Monday, December 18, 2006

What the heck do you mean, balance? I'm too busy studying.

A common question that I've gotten from pre-meds is, "Is there a lot of work in med school?" Let me give some sort of an answer to that question.

During the semester, it was awesome. Great fun. I loved it; the people are awesome, the coursework is increasingly interesting, and there wasn't much required work to hand in so there was plenty of free time for socializing.

And then it dawned on us that finals were so close that they were staring us in the face.

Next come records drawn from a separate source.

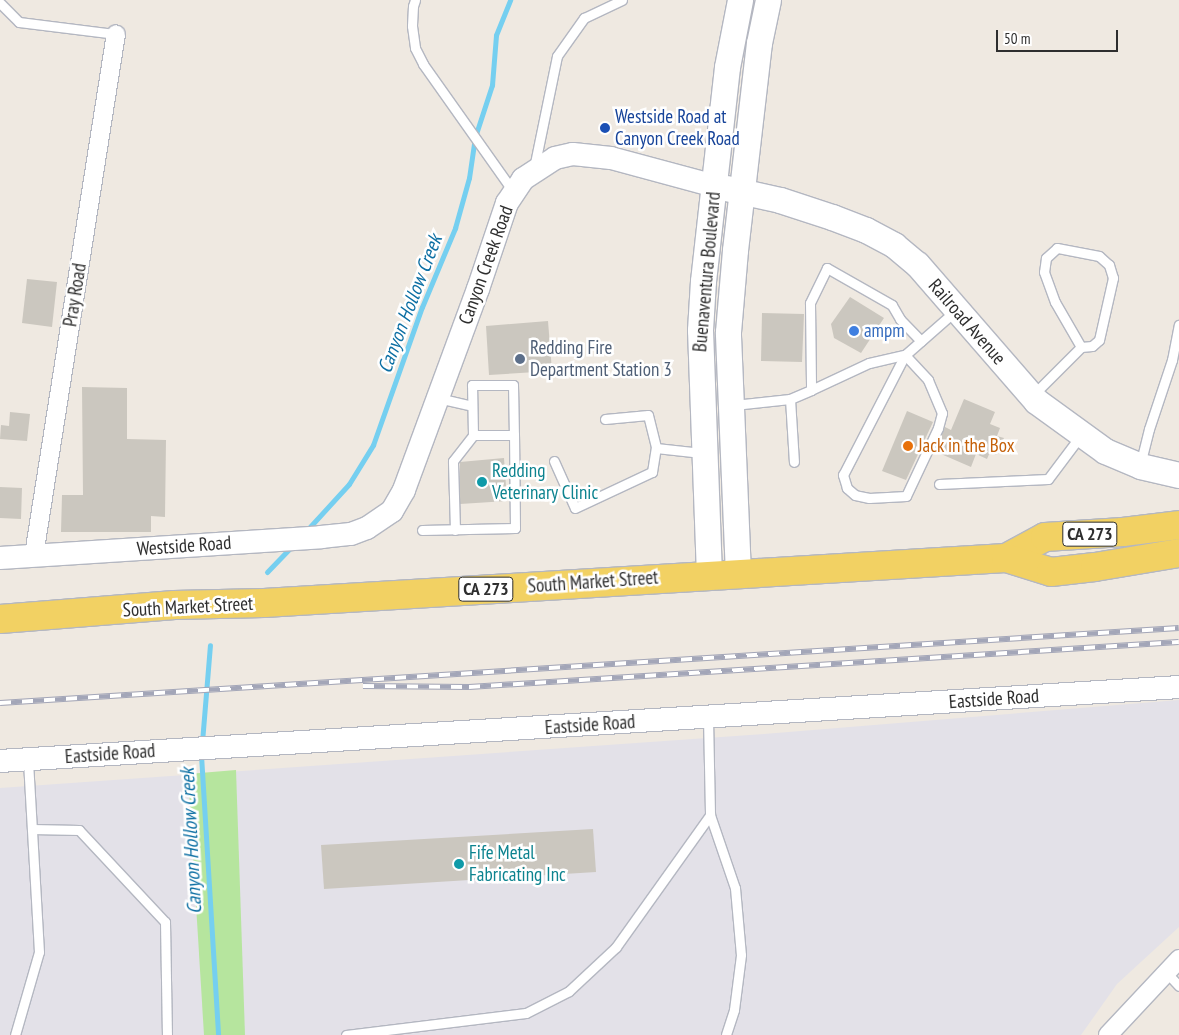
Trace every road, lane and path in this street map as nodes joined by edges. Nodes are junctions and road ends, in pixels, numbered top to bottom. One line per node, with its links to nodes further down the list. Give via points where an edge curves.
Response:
1 (415, 0): 9 (lane, via 412,26 415,48 423,64)
2 (622, 0): 7 (lane, via 584,18 557,56)
3 (740, 0): 8 (main road, Buenaventura Boulevard, via 727,66)
4 (768, 0): 10 (main road, Buenaventura Boulevard, via 759,43)
5 (0, 3): 6 (lane, via 19,22)
6 (116, 34): 38 (street, Pray Road)
7 (533, 171): 8 (street, Canyon Creek Road, via 563,156 593,156); 9 (street, Canyon Creek Road)
8 (715, 186): 10 (main road, Canyon Creek Road); 27 (main road, Buenaventura Boulevard, via 700,330)
9 (513, 191): 18 (street, Canyon Creek Road)
10 (742, 192): 11 (main road, Railroad Avenue, via 780,200 880,237 917,264); 20 (main road, Buenaventura Boulevard, via 728,332)
11 (957, 309): 13 (lane); 17 (main road, Railroad Avenue)
12 (1179, 325): 30 (lane, via 1172,360)
13 (921, 341): 15 (lane); 16 (lane, via 892,306 827,268 810,303)
14 (1081, 347): 14 (lane, via 1092,346 1099,340 1113,278 1109,265 1099,256 1057,248 1046,258 1044,272 1055,302); 17 (lane)
15 (905, 355): 15 (lane, via 843,475 847,488 855,495 869,498 906,496 938,428 942,413 928,380); 16 (lane, via 869,363)
16 (811, 390): 19 (lane)
17 (1032, 396): 24 (main road, Railroad Avenue)
18 (438, 398): 21 (lane); 34 (street, Canyon Creek Road, via 400,498 384,518)
19 (790, 400): 20 (lane); 29 (lane)
20 (732, 405): 41 (main road, Buenaventura Boulevard)
21 (472, 406): 23 (lane, via 472,385 513,385); 25 (lane)
22 (605, 418): 26 (lane, via 648,415)
23 (514, 435): 25 (lane); 36 (lane, via 515,528)
24 (1081, 435): 30 (main road, Railroad Avenue, via 1105,451); 32 (lane, via 1048,479)
25 (473, 436): 36 (lane, via 453,461)
26 (656, 448): 27 (lane); 28 (lane, via 652,472 575,508)
27 (704, 453): 42 (main road, Buenaventura Boulevard)
28 (554, 460)
29 (794, 462)
30 (1140, 466): 31 (main road, Railroad Avenue)
31 (1179, 475)
32 (939, 484)
33 (1179, 525): 40 (main road, South Market Street / CA 273, via 1045,537)
34 (367, 528): 38 (street, Westside Road, via 351,534 321,537)
35 (422, 530): 36 (lane)
36 (455, 530)
37 (1179, 553): 40 (main road, South Market Street / CA 273, via 1095,568 1051,572)
38 (34, 556): 39 (street, Westside Road)
39 (0, 558)
40 (1006, 558): 41 (main road, South Market Street / CA 273)
41 (738, 574): 42 (main road, South Market Street / CA 273)
42 (708, 575): 43 (main road, South Market Street / CA 273, via 264,603 174,605)
43 (0, 619)
44 (1179, 687): 45 (street, Eastside Road)
45 (708, 718): 46 (street, Eastside Road); 48 (lane)
46 (28, 760): 47 (street, Eastside Road); 49 (lane)
47 (0, 762)
48 (710, 815): 55 (lane, via 616,947 569,991 526,1013); 56 (lane, via 735,888 741,955 734,1010)
49 (32, 829): 53 (lane, via 40,952); 54 (lane, via 79,830 165,922)
50 (1179, 959): 51 (street)
51 (1166, 972): 52 (lane); 57 (street)
52 (1179, 986)
53 (15, 1035)
54 (167, 1035)
55 (346, 1035)
56 (726, 1035)
57 (1108, 1035)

Oh, how things have changed.

My life for the past 13 days or so has consisted of me waking up, going to school to meet up with some friends in a study room, unpacking all my books, studying for my entire time awake, and then going home and going to bed.

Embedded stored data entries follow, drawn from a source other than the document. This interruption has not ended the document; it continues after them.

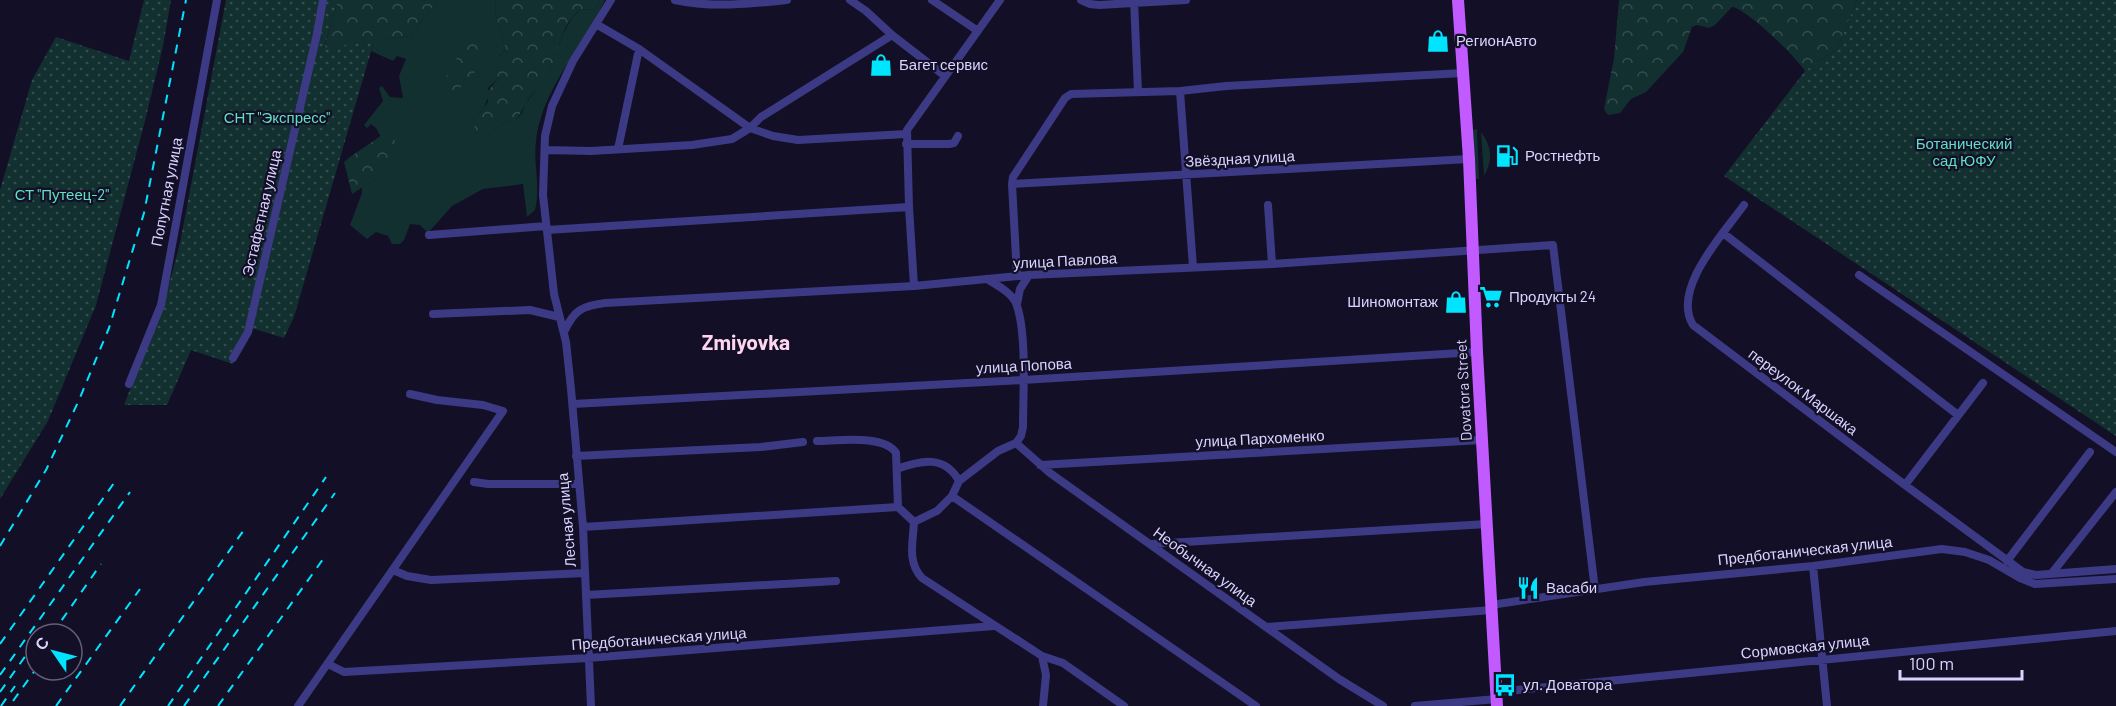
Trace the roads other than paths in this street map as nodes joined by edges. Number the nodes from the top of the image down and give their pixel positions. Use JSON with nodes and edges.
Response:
{"nodes":[{"id":1,"x":217,"y":0,"type":"edge"},
{"id":2,"x":323,"y":0,"type":"edge"},
{"id":3,"x":611,"y":0,"type":"edge"},
{"id":4,"x":675,"y":0,"type":"edge"},
{"id":5,"x":787,"y":0,"type":"edge"},
{"id":6,"x":850,"y":0,"type":"edge"},
{"id":7,"x":932,"y":0,"type":"edge"},
{"id":8,"x":1000,"y":0,"type":"edge"},
{"id":9,"x":1081,"y":0,"type":"edge"},
{"id":10,"x":1186,"y":0,"type":"edge"},
{"id":11,"x":1458,"y":0,"type":"edge"},
{"id":12,"x":1134,"y":2,"type":"edge"},
{"id":13,"x":596,"y":24,"type":"junction"},
{"id":14,"x":978,"y":31,"type":"junction"},
{"id":15,"x":892,"y":35,"type":"junction"},
{"id":16,"x":639,"y":49,"type":"junction"},
{"id":17,"x":1463,"y":73,"type":"junction"},
{"id":18,"x":945,"y":76,"type":"junction"},
{"id":19,"x":1180,"y":91,"type":"junction"},
{"id":20,"x":1138,"y":92,"type":"junction"},
{"id":21,"x":750,"y":128,"type":"junction"},
{"id":22,"x":906,"y":134,"type":"junction"},
{"id":23,"x":958,"y":136,"type":"dead end"},
{"id":24,"x":906,"y":144,"type":"junction"},
{"id":25,"x":618,"y":149,"type":"junction"},
{"id":26,"x":545,"y":150,"type":"junction"},
{"id":27,"x":1469,"y":159,"type":"junction"},
{"id":28,"x":1186,"y":175,"type":"junction"},
{"id":29,"x":1012,"y":184,"type":"junction"},
{"id":30,"x":1268,"y":205,"type":"dead end"},
{"id":31,"x":1743,"y":205,"type":"dead end"},
{"id":32,"x":909,"y":207,"type":"junction"},
{"id":33,"x":546,"y":228,"type":"junction"},
{"id":34,"x":1723,"y":233,"type":"junction"},
{"id":35,"x":429,"y":235,"type":"dead end"},
{"id":36,"x":1472,"y":252,"type":"junction"},
{"id":37,"x":1272,"y":264,"type":"junction"},
{"id":38,"x":1193,"y":267,"type":"junction"},
{"id":39,"x":1029,"y":275,"type":"junction"},
{"id":40,"x":1859,"y":275,"type":"dead end"},
{"id":41,"x":1017,"y":276,"type":"junction"},
{"id":42,"x":987,"y":279,"type":"junction"},
{"id":43,"x":914,"y":286,"type":"junction"},
{"id":44,"x":1017,"y":304,"type":"junction"},
{"id":45,"x":433,"y":314,"type":"dead end"},
{"id":46,"x":559,"y":317,"type":"junction"},
{"id":47,"x":564,"y":332,"type":"junction"},
{"id":48,"x":1477,"y":352,"type":"junction"},
{"id":49,"x":233,"y":358,"type":"dead end"},
{"id":50,"x":1023,"y":380,"type":"junction"},
{"id":51,"x":1983,"y":383,"type":"dead end"},
{"id":52,"x":129,"y":384,"type":"dead end"},
{"id":53,"x":410,"y":394,"type":"dead end"},
{"id":54,"x":573,"y":404,"type":"junction"},
{"id":55,"x":1958,"y":416,"type":"junction"},
{"id":56,"x":1482,"y":440,"type":"junction"},
{"id":57,"x":817,"y":441,"type":"dead end"},
{"id":58,"x":803,"y":442,"type":"dead end"},
{"id":59,"x":1016,"y":443,"type":"junction"},
{"id":60,"x":2090,"y":452,"type":"dead end"},
{"id":61,"x":2116,"y":452,"type":"edge"},
{"id":62,"x":576,"y":456,"type":"junction"},
{"id":63,"x":1040,"y":465,"type":"junction"},
{"id":64,"x":897,"y":469,"type":"junction"},
{"id":65,"x":959,"y":481,"type":"junction"},
{"id":66,"x":474,"y":482,"type":"dead end"},
{"id":67,"x":578,"y":484,"type":"junction"},
{"id":68,"x":1905,"y":485,"type":"junction"},
{"id":69,"x":2116,"y":492,"type":"edge"},
{"id":70,"x":952,"y":496,"type":"junction"},
{"id":71,"x":898,"y":507,"type":"junction"},
{"id":72,"x":914,"y":522,"type":"junction"},
{"id":73,"x":1487,"y":524,"type":"junction"},
{"id":74,"x":582,"y":527,"type":"junction"},
{"id":75,"x":1151,"y":544,"type":"junction"},
{"id":76,"x":2007,"y":561,"type":"junction"},
{"id":77,"x":1813,"y":566,"type":"junction"},
{"id":78,"x":2116,"y":569,"type":"edge"},
{"id":79,"x":393,"y":570,"type":"junction"},
{"id":80,"x":585,"y":573,"type":"junction"},
{"id":81,"x":2052,"y":573,"type":"junction"},
{"id":82,"x":2116,"y":579,"type":"edge"},
{"id":83,"x":836,"y":580,"type":"dead end"},
{"id":84,"x":1595,"y":590,"type":"junction"},
{"id":85,"x":586,"y":596,"type":"junction"},
{"id":86,"x":1492,"y":607,"type":"junction"},
{"id":87,"x":994,"y":626,"type":"junction"},
{"id":88,"x":1266,"y":627,"type":"junction"},
{"id":89,"x":2116,"y":631,"type":"edge"},
{"id":90,"x":1042,"y":657,"type":"junction"},
{"id":91,"x":588,"y":658,"type":"junction"},
{"id":92,"x":1822,"y":659,"type":"junction"},
{"id":93,"x":328,"y":664,"type":"junction"},
{"id":94,"x":1497,"y":699,"type":"edge"},
{"id":95,"x":1111,"y":702,"type":"edge"},
{"id":96,"x":298,"y":706,"type":"edge"},
{"id":97,"x":591,"y":706,"type":"edge"},
{"id":98,"x":1042,"y":706,"type":"edge"},
{"id":99,"x":1124,"y":706,"type":"edge"},
{"id":100,"x":1256,"y":706,"type":"edge"},
{"id":101,"x":1383,"y":706,"type":"edge"},
{"id":102,"x":1415,"y":706,"type":"edge"},
{"id":103,"x":1827,"y":706,"type":"edge"}],
"edges":[{"from":1,"to":52,"type":"street","name":"Попутная улица"},
{"from":2,"to":49,"type":"street","name":"Эстафетная улица"},
{"from":3,"to":13,"type":"street","name":"Лесная улица"},
{"from":4,"to":5,"type":"street"},
{"from":6,"to":15,"type":"street"},
{"from":7,"to":14,"type":"street"},
{"from":8,"to":14,"type":"street"},
{"from":9,"to":12,"type":"street"},
{"from":10,"to":12,"type":"street"},
{"from":11,"to":17,"type":"main road","name":"Dovatora Street"},
{"from":12,"to":20,"type":"street"},
{"from":13,"to":16,"type":"street"},
{"from":13,"to":26,"type":"street","name":"Лесная улица"},
{"from":14,"to":18,"type":"street"},
{"from":15,"to":18,"type":"street"},
{"from":15,"to":21,"type":"street"},
{"from":16,"to":21,"type":"street"},
{"from":16,"to":25,"type":"street"},
{"from":17,"to":19,"type":"street"},
{"from":17,"to":27,"type":"main road","name":"Dovatora Street"},
{"from":18,"to":22,"type":"street"},
{"from":19,"to":20,"type":"street"},
{"from":19,"to":28,"type":"street"},
{"from":20,"to":29,"type":"street"},
{"from":21,"to":22,"type":"street"},
{"from":21,"to":25,"type":"street"},
{"from":22,"to":24,"type":"street"},
{"from":23,"to":24,"type":"street"},
{"from":24,"to":32,"type":"street"},
{"from":25,"to":26,"type":"street"},
{"from":26,"to":33,"type":"street","name":"Лесная улица"},
{"from":27,"to":28,"type":"street","name":"Звёздная улица"},
{"from":27,"to":36,"type":"main road","name":"Dovatora Street"},
{"from":28,"to":29,"type":"street","name":"Звёздная улица"},
{"from":28,"to":38,"type":"street"},
{"from":29,"to":41,"type":"street"},
{"from":30,"to":37,"type":"street"},
{"from":31,"to":34,"type":"street","name":"переулок Маршака"},
{"from":32,"to":33,"type":"street"},
{"from":32,"to":43,"type":"street"},
{"from":33,"to":35,"type":"street"},
{"from":33,"to":46,"type":"street","name":"Лесная улица"},
{"from":34,"to":55,"type":"street"},
{"from":34,"to":68,"type":"street","name":"переулок Маршака"},
{"from":36,"to":37,"type":"street","name":"улица Павлова"},
{"from":36,"to":48,"type":"main road","name":"Dovatora Street"},
{"from":36,"to":84,"type":"street","name":"улица Павлова"},
{"from":37,"to":38,"type":"street","name":"улица Павлова"},
{"from":38,"to":39,"type":"street","name":"улица Павлова"},
{"from":39,"to":41,"type":"street","name":"улица Павлова"},
{"from":39,"to":44,"type":"street"},
{"from":40,"to":61,"type":"street"},
{"from":41,"to":42,"type":"street","name":"улица Павлова"},
{"from":42,"to":43,"type":"street","name":"улица Павлова"},
{"from":42,"to":44,"type":"street"},
{"from":43,"to":47,"type":"street","name":"улица Павлова"},
{"from":44,"to":50,"type":"street"},
{"from":45,"to":46,"type":"street"},
{"from":46,"to":47,"type":"street","name":"Лесная улица"},
{"from":47,"to":54,"type":"street","name":"Лесная улица"},
{"from":48,"to":50,"type":"street","name":"улица Попова"},
{"from":48,"to":56,"type":"main road","name":"Dovatora Street"},
{"from":50,"to":54,"type":"street","name":"улица Попова"},
{"from":50,"to":59,"type":"street"},
{"from":51,"to":55,"type":"street"},
{"from":53,"to":79,"type":"street"},
{"from":54,"to":62,"type":"street","name":"Лесная улица"},
{"from":55,"to":68,"type":"street"},
{"from":56,"to":63,"type":"street","name":"улица Пархоменко"},
{"from":56,"to":73,"type":"main road","name":"Dovatora Street"},
{"from":57,"to":64,"type":"street"},
{"from":58,"to":62,"type":"street"},
{"from":59,"to":63,"type":"street","name":"Необычная улица"},
{"from":59,"to":65,"type":"street"},
{"from":60,"to":76,"type":"street"},
{"from":62,"to":67,"type":"street","name":"Лесная улица"},
{"from":63,"to":75,"type":"street","name":"Необычная улица"},
{"from":64,"to":65,"type":"street"},
{"from":64,"to":71,"type":"street"},
{"from":65,"to":70,"type":"street"},
{"from":66,"to":67,"type":"street"},
{"from":67,"to":74,"type":"street","name":"Лесная улица"},
{"from":68,"to":76,"type":"street","name":"переулок Маршака"},
{"from":69,"to":81,"type":"street"},
{"from":70,"to":72,"type":"street"},
{"from":70,"to":100,"type":"street"},
{"from":71,"to":72,"type":"street"},
{"from":71,"to":74,"type":"street"},
{"from":72,"to":87,"type":"street"},
{"from":73,"to":75,"type":"street"},
{"from":73,"to":86,"type":"main road","name":"Dovatora Street"},
{"from":74,"to":80,"type":"street","name":"Лесная улица"},
{"from":75,"to":88,"type":"street","name":"Необычная улица"},
{"from":76,"to":81,"type":"street"},
{"from":77,"to":82,"type":"street","name":"Предботаническая улица"},
{"from":77,"to":84,"type":"street","name":"Предботаническая улица"},
{"from":77,"to":92,"type":"street"},
{"from":78,"to":81,"type":"street"},
{"from":79,"to":80,"type":"street"},
{"from":79,"to":93,"type":"street"},
{"from":80,"to":85,"type":"street","name":"Лесная улица"},
{"from":83,"to":85,"type":"street"},
{"from":84,"to":86,"type":"street","name":"Предботаническая улица"},
{"from":85,"to":91,"type":"street","name":"Лесная улица"},
{"from":86,"to":88,"type":"street","name":"Предботаническая улица"},
{"from":86,"to":94,"type":"main road","name":"Dovatora Street"},
{"from":87,"to":90,"type":"street"},
{"from":87,"to":91,"type":"street","name":"Предботаническая улица"},
{"from":88,"to":101,"type":"street","name":"Необычная улица"},
{"from":89,"to":92,"type":"street","name":"Сормовская улица"},
{"from":90,"to":95,"type":"street"},
{"from":90,"to":98,"type":"street"},
{"from":91,"to":93,"type":"street","name":"Предботаническая улица"},
{"from":91,"to":97,"type":"street","name":"Лесная улица"},
{"from":92,"to":94,"type":"street","name":"Сормовская улица"},
{"from":92,"to":103,"type":"street"},
{"from":93,"to":96,"type":"street"},
{"from":94,"to":102,"type":"street","name":"Сормовская улица"},
{"from":95,"to":99,"type":"street"}]}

Exceptions to this wake-to-sleep study time include breaks for writing the two lab finals I've already written (histology & anatomy), and eating and toileting and sanity brakes (most of which involve doing anything other than studying to keep our mind sane, during which we usually end up doing crazy things and don't look very sane at all). I also took a day off to go on a paramedic ride-along, and an evening off when I called my friend and said "I need to do something other than study" and we hung out instead. And I had to go pick up milk at a 7-eleven once because none of the grocery stores are open at the ghastly hour I end up driving home every night.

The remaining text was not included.